May 21, 2019

Test Results :: Tahitian Pearl


Tahitian Pearl (CiM827) is a dark greyish purple that gets shiny in the flame while you're working it. As you'll see, I went into my relationship with Tahitian Pearl expecting it to be similar to Adamantium, but ultimately found it quite a bit more like Effetre Dark Silver Plum, only with more interesting variation in surface texture.


With repeated heating and cooling, the surface of Tahitian Pearl gets all shiny, wrinkly, and uneven. I was alarmed by this when I was making these two beads together on the same mandrel. Then, I reduced the bead on the right and thought that all of the neat surface finish had gone away and was alarmed by that.

And then I took the beads out of the kiln the next morning. It turns out, the wrinkly, textured shiny finish of the unreduced Tahitian Pearl is awesome, and reducing does not take away the surface finish, it just smooths it out. Also awesome.

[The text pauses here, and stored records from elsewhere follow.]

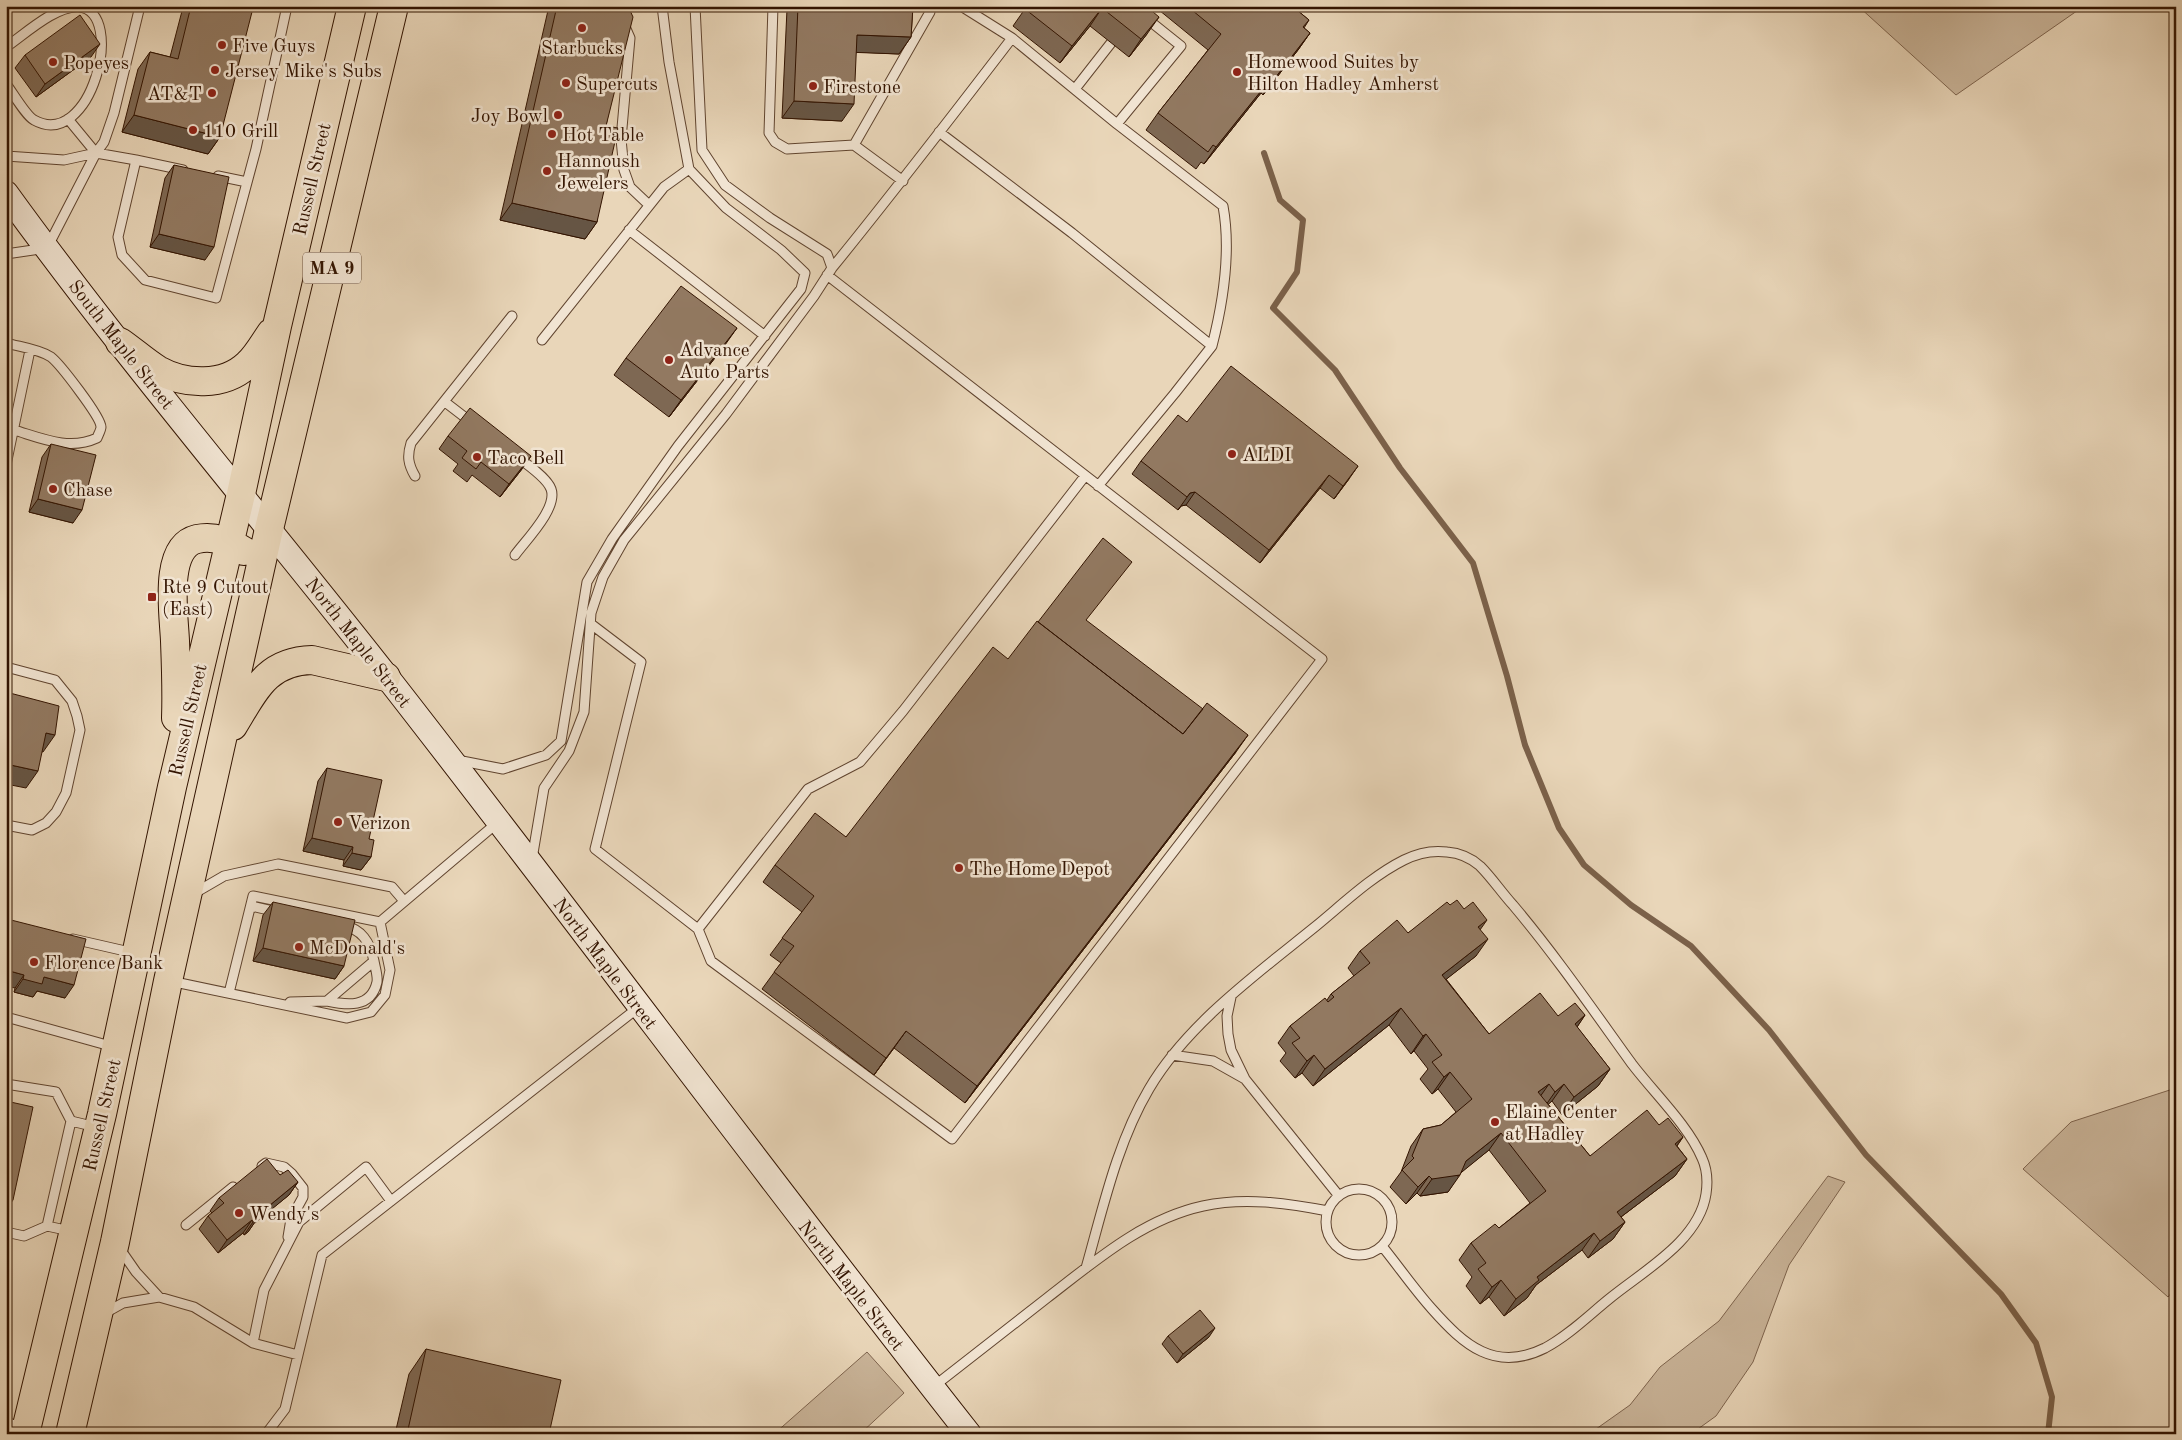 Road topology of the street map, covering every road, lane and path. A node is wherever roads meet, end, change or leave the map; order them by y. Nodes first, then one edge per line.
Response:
1 (140, 6) edge
2 (286, 6) edge
3 (352, 6) edge
4 (394, 6) edge
5 (616, 6) edge
6 (662, 6) edge
7 (695, 6) edge
8 (773, 6) edge
9 (929, 6) edge
10 (961, 6) edge
11 (1137, 18) edge
12 (1012, 38) junction
13 (1111, 42) dead end
14 (6, 47) edge
15 (6, 84) edge
16 (1075, 89) junction
17 (68, 120) junction
18 (1117, 124) junction
19 (940, 132) junction
20 (854, 146) junction
21 (96, 153) junction
22 (6, 156) edge
23 (136, 160) junction
24 (689, 169) junction
25 (191, 171) edge
26 (210, 175) edge
27 (903, 181) junction
28 (247, 182) junction
29 (7, 196) edge
30 (650, 205) junction
31 (629, 230) junction
32 (47, 248) junction
33 (6, 254) edge
34 (830, 272) junction
35 (512, 316) dead end
36 (277, 326) junction
37 (765, 336) junction
38 (542, 340) dead end
39 (120, 342) junction
40 (6, 343) edge
41 (1212, 346) junction
42 (30, 350) junction
43 (445, 402) junction
44 (475, 425) edge
45 (14, 430) junction
46 (506, 448) edge
47 (6, 465) edge
48 (415, 476) dead end
49 (1085, 476) junction
50 (1098, 486) junction
51 (240, 494) junction
52 (269, 529) junction
53 (229, 542) junction
54 (515, 555) dead end
55 (260, 568) junction
56 (591, 624) junction
57 (6, 667) edge
58 (386, 676) junction
59 (220, 747) junction
60 (450, 759) junction
61 (172, 787) junction
62 (497, 822) junction
63 (6, 825) edge
64 (531, 865) junction
65 (187, 898) junction
66 (404, 901) junction
67 (251, 906) junction
68 (287, 914) edge
69 (380, 922) junction
70 (332, 923) edge
71 (698, 930) junction
72 (62, 936) edge
73 (136, 954) junction
74 (374, 962) junction
75 (168, 981) junction
76 (229, 993) junction
77 (1231, 998) junction
78 (326, 1001) junction
79 (274, 1002) junction
80 (639, 1007) junction
81 (6, 1017) edge
82 (116, 1048) junction
83 (1172, 1055) junction
84 (1245, 1079) junction
85 (6, 1084) edge
86 (71, 1121) junction
87 (99, 1128) junction
88 (1339, 1196) junction
89 (392, 1201) junction
90 (1328, 1211) junction
91 (186, 1225) dead end
92 (47, 1226) junction
93 (74, 1231) junction
94 (6, 1232) edge
95 (115, 1242) junction
96 (287, 1245) junction
97 (1382, 1246) junction
98 (1086, 1268) junction
99 (159, 1297) junction
100 (98, 1317) junction
101 (253, 1343) junction
102 (298, 1355) junction
103 (932, 1387) junction
104 (22, 1430) edge
105 (70, 1434) edge
106 (266, 1434) edge
107 (969, 1434) edge

1 - 21 lane
2 - 28 lane
3 - 36 highway, Russell Street / MA 9
4 - 52 highway, Russell Street / MA 9
5 - 30 lane
6 - 24 lane
7 - 34 lane
8 - 20 lane
9 - 20 lane
10 - 12 lane
11 - 18 lane
12 - 16 lane
12 - 19 lane
13 - 16 lane
14 - 17 lane
15 - 17 lane
16 - 18 lane
17 - 21 lane
18 - 41 lane
19 - 27 lane
19 - 41 lane
20 - 27 lane
21 - 22 lane
21 - 23 lane
21 - 32 lane
23 - 25 lane
23 - 28 lane
24 - 30 lane
24 - 37 lane
26 - 28 lane
27 - 34 lane
29 - 32 main road, South Maple Street
30 - 31 lane
31 - 37 lane
31 - 38 lane
32 - 33 lane
32 - 39 main road, South Maple Street
34 - 49 lane
34 - 56 lane
35 - 43 lane
36 - 39 highway
36 - 51 highway, Russell Street / MA 9
37 - 60 lane
39 - 51 main road, South Maple Street
40 - 42 lane
41 - 50 lane
42 - 45 lane
42 - 45 lane
43 - 44 lane
43 - 48 lane
45 - 47 lane
46 - 54 lane
49 - 50 lane
49 - 71 lane
50 - 71 lane
51 - 52 main road, North Maple Street
51 - 53 highway, Russell Street / MA 9
52 - 55 highway, Russell Street / MA 9
52 - 58 main road, North Maple Street
53 - 55 highway
53 - 61 highway, Russell Street / MA 9
53 - 61 highway
55 - 59 highway, Russell Street / MA 9
56 - 64 lane
56 - 71 lane
57 - 63 lane
58 - 59 highway
58 - 60 main road, North Maple Street
59 - 65 highway, Russell Street / MA 9
60 - 62 main road, North Maple Street
61 - 73 highway, Russell Street / MA 9
62 - 64 main road, North Maple Street
62 - 66 lane
64 - 80 main road, North Maple Street
65 - 66 lane
65 - 75 highway, Russell Street / MA 9
66 - 69 lane
67 - 68 lane
67 - 69 lane
67 - 76 lane
69 - 79 lane
70 - 74 lane
72 - 73 lane
73 - 82 highway, Russell Street / MA 9
74 - 78 lane
74 - 78 lane
75 - 76 lane
75 - 95 highway, Russell Street / MA 9
76 - 79 lane
77 - 83 lane
77 - 84 lane
77 - 97 lane
78 - 79 lane
80 - 89 lane
80 - 103 main road, North Maple Street
81 - 82 lane
82 - 87 highway, Russell Street / MA 9
83 - 84 lane
83 - 98 lane
84 - 88 lane
85 - 86 lane
86 - 87 lane
86 - 92 lane
87 - 93 highway, Russell Street / MA 9
88 - 90 lane
88 - 97 lane
89 - 96 lane
89 - 102 lane
90 - 97 lane
90 - 98 lane
91 - 96 lane
92 - 93 lane
92 - 94 lane
93 - 104 highway, Russell Street / MA 9
95 - 99 lane
95 - 100 highway, Russell Street / MA 9
96 - 101 lane
98 - 103 lane
99 - 100 lane
99 - 101 lane
100 - 105 highway, Russell Street / MA 9
101 - 102 lane
102 - 106 lane
103 - 107 main road, North Maple Street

At first, I thought Tahitian Pearl was like a shiny version of Adamantium. Then, I made this bead and realized that Tahitian Pearl is purple while Adamantium is not, and that silly first impression of mine popped like a soap bubble.


On top of Tahitian Pearl, silver disappears. When the silver is reduced and encased on top of Tahitian Pearl, it turns yellow. Ignore the peach and pink you see on the leftmost bead. This colour doesn't turn silver leaf pink the way Dark Silver Plum does. What you're seeing there is my hand and my T-Shirt in the shiny finish. Reflective!


Tahitian Pearl makes an interesting base colour for silver glass. I got neat colours and reactions from both frit treatments here without much effort.


Here, you can see that Tahitian Pearl separates on top of Tuxedo, but apart from that it seems not to be very reactive with other colours.

This bead was made with Tahitian Pearl and Raku Mottleshards.